Available data -
'''

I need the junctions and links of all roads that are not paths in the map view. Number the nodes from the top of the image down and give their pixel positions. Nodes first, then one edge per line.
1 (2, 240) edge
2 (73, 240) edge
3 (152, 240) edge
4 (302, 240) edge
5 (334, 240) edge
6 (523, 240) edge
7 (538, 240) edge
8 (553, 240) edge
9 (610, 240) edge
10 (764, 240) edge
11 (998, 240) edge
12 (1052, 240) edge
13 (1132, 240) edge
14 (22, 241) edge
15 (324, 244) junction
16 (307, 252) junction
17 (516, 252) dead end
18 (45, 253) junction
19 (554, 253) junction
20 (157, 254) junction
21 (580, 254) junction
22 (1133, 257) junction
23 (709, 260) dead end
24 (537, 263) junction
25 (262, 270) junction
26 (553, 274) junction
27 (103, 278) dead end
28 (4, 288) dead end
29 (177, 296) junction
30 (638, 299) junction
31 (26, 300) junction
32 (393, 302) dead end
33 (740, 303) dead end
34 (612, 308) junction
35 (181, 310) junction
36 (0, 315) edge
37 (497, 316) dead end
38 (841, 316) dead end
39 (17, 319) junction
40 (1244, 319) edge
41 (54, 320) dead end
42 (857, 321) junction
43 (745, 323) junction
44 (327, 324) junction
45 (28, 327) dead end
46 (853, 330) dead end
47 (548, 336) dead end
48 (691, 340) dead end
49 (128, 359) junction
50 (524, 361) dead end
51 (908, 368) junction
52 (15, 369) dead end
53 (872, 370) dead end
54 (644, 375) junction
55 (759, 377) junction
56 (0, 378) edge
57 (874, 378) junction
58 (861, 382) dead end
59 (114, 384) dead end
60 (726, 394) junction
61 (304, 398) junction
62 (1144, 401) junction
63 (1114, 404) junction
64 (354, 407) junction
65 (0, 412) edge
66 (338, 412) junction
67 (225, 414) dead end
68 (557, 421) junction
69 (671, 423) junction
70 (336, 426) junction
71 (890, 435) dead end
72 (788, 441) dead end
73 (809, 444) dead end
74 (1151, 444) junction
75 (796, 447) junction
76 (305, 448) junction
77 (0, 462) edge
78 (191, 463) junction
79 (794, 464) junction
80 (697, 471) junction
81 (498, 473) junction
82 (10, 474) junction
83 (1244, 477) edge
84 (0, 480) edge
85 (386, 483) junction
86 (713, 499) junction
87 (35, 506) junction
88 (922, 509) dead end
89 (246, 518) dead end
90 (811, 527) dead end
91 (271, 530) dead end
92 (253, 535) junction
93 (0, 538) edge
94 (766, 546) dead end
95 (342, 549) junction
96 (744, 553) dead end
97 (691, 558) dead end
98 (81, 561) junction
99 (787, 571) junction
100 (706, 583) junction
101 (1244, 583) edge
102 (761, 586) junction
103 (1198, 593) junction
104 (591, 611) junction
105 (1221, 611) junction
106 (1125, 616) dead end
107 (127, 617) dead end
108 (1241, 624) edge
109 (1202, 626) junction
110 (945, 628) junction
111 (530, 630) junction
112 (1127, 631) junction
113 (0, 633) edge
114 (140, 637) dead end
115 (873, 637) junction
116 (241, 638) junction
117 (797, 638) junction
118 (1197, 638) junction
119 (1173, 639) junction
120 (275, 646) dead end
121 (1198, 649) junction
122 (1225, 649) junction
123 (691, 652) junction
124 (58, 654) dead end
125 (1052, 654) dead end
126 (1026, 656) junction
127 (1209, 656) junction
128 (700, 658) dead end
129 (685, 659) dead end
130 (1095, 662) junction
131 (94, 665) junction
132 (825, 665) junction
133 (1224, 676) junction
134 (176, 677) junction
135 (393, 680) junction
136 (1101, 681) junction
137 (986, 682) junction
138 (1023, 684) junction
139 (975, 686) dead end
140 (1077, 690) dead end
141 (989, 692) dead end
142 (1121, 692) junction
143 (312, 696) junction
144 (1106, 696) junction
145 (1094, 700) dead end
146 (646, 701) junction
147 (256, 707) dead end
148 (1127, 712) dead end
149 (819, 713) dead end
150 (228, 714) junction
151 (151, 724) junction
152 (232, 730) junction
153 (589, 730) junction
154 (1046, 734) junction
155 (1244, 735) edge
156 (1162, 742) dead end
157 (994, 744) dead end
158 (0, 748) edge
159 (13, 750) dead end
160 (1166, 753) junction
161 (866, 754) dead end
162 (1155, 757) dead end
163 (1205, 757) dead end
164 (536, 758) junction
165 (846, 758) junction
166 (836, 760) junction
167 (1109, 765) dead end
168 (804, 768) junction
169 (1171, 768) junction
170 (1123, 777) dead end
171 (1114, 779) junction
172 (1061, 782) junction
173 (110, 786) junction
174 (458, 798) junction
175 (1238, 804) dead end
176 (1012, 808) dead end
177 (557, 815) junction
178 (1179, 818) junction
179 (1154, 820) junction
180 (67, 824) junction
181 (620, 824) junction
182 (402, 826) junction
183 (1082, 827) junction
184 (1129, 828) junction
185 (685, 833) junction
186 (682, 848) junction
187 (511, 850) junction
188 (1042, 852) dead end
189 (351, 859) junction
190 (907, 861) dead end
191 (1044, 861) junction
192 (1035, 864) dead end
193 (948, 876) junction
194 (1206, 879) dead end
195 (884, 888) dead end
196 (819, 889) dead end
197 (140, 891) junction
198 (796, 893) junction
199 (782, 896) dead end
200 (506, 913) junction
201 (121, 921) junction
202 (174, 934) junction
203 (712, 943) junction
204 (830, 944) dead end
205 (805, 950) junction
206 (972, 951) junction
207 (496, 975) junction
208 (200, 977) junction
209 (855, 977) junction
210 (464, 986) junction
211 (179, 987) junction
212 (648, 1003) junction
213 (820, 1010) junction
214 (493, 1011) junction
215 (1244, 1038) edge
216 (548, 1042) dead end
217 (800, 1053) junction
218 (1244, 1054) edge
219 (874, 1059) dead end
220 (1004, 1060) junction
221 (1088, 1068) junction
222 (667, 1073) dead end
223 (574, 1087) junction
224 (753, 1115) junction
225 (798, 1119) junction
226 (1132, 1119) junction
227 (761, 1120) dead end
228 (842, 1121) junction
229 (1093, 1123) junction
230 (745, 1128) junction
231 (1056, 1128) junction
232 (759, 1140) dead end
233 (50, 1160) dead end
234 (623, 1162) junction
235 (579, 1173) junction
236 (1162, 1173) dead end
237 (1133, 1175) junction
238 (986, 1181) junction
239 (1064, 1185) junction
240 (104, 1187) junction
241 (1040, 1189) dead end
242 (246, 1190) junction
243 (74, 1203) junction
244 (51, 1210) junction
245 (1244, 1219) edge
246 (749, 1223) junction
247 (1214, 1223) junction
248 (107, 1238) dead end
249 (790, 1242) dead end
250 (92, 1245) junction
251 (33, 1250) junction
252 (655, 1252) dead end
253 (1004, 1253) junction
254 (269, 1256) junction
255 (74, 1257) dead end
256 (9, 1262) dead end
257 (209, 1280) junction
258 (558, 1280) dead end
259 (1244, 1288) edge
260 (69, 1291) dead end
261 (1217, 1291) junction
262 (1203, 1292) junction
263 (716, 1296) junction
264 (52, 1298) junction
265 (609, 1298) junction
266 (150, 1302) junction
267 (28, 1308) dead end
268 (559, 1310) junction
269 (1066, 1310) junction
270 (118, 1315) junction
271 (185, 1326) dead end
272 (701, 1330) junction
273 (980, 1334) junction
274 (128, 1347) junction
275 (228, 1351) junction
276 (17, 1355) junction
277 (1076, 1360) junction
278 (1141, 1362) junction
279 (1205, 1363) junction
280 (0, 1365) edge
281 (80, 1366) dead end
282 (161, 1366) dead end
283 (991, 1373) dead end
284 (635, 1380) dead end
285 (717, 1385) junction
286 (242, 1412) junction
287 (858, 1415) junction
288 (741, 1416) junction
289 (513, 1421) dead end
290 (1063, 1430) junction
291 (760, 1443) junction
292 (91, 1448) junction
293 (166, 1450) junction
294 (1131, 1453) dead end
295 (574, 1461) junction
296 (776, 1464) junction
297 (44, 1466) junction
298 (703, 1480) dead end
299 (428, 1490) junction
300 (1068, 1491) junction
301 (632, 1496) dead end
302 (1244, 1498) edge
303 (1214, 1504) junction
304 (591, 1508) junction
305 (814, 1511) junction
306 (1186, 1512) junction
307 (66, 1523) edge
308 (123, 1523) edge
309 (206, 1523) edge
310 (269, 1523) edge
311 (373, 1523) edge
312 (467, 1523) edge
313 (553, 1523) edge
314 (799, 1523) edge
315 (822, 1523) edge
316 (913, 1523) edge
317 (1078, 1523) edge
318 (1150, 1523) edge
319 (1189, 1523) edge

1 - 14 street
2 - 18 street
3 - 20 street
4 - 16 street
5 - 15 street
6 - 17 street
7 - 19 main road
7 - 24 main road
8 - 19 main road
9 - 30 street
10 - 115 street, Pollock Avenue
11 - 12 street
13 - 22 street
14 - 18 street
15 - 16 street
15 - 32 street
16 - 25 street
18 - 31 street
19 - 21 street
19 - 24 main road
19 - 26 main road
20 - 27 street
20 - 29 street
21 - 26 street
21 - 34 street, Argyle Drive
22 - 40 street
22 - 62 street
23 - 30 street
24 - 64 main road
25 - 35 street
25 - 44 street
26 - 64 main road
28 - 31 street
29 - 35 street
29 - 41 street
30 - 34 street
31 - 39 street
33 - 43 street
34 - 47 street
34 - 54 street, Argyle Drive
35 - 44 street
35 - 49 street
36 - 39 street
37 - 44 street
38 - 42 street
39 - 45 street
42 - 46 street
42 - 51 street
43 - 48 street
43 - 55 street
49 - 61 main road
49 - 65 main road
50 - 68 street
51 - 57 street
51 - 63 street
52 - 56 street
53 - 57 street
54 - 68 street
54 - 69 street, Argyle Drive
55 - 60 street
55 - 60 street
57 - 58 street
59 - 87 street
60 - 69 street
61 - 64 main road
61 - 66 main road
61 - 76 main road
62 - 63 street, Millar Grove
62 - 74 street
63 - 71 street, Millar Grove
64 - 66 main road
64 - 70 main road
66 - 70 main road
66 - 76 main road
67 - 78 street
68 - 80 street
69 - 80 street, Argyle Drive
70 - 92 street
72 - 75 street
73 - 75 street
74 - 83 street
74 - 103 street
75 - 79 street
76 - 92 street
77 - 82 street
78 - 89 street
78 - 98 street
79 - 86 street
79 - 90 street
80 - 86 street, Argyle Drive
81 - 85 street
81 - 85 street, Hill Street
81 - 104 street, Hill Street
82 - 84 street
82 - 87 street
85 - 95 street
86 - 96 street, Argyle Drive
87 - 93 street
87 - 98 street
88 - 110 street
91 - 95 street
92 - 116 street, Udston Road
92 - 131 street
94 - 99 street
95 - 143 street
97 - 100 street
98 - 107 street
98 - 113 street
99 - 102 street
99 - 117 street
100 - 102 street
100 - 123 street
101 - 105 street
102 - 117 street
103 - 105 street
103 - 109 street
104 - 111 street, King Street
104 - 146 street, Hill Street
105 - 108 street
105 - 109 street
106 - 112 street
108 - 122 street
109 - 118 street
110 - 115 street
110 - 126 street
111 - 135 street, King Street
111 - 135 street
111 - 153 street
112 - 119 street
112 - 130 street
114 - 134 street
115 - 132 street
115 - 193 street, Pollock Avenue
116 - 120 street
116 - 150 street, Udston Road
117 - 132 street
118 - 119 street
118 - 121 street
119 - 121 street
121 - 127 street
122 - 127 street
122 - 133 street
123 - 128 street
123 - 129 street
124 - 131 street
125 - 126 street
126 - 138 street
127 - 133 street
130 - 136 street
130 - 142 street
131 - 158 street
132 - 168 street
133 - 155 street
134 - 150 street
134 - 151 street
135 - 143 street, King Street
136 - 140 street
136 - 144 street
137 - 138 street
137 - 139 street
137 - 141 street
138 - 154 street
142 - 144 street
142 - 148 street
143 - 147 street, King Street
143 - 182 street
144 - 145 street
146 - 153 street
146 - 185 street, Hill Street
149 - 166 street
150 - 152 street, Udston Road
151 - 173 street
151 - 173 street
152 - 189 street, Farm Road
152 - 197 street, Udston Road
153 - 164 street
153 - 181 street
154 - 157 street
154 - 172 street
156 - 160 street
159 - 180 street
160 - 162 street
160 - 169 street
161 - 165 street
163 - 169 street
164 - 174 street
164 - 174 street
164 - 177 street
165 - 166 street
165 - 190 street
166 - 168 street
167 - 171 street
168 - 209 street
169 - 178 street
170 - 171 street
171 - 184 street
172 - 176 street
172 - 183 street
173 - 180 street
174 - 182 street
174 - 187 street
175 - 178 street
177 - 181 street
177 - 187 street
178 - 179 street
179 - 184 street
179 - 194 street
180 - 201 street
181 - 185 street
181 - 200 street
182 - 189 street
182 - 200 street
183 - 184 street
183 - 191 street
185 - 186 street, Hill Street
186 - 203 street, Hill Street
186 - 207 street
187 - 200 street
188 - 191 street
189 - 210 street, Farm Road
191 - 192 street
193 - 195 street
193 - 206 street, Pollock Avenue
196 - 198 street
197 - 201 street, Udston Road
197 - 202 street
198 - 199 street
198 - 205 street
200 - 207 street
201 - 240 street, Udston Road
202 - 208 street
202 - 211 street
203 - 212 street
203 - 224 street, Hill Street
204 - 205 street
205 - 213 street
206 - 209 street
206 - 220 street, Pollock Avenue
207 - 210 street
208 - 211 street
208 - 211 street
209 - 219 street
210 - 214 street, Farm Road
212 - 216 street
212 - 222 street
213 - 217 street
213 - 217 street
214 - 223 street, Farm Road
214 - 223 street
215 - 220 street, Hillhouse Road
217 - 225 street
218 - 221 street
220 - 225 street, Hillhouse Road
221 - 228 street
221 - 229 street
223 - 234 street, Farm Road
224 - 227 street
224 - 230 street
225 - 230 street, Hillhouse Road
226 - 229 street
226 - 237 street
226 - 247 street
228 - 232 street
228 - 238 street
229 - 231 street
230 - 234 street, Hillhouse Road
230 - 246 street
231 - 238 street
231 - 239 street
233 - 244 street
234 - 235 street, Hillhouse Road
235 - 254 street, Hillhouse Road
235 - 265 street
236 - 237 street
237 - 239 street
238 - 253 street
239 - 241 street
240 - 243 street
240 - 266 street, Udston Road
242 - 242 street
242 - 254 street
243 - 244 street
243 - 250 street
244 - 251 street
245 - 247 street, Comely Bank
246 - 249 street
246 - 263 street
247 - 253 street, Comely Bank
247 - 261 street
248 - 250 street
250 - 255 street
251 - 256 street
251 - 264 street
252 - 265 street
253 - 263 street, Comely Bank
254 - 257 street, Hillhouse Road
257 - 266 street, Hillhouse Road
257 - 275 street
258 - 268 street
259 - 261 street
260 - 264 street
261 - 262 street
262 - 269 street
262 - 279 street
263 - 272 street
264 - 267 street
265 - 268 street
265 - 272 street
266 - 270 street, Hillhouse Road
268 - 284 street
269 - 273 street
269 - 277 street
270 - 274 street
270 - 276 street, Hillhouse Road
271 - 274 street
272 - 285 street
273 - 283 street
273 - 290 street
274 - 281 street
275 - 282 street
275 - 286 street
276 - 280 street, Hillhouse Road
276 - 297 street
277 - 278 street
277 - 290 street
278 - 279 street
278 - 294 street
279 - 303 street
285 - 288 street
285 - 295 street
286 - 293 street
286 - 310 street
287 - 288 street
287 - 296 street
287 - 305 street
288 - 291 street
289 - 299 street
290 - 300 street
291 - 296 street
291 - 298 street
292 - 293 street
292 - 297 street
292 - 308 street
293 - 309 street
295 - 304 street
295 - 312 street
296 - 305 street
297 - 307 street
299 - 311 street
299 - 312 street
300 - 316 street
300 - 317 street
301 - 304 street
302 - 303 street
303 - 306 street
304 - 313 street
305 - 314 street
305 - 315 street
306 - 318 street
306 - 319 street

'''

What the exercise asks -
Go through the entries above and copy each line with "Millar" in it.

Answer for this exercise -
62 - 63 street, Millar Grove
63 - 71 street, Millar Grove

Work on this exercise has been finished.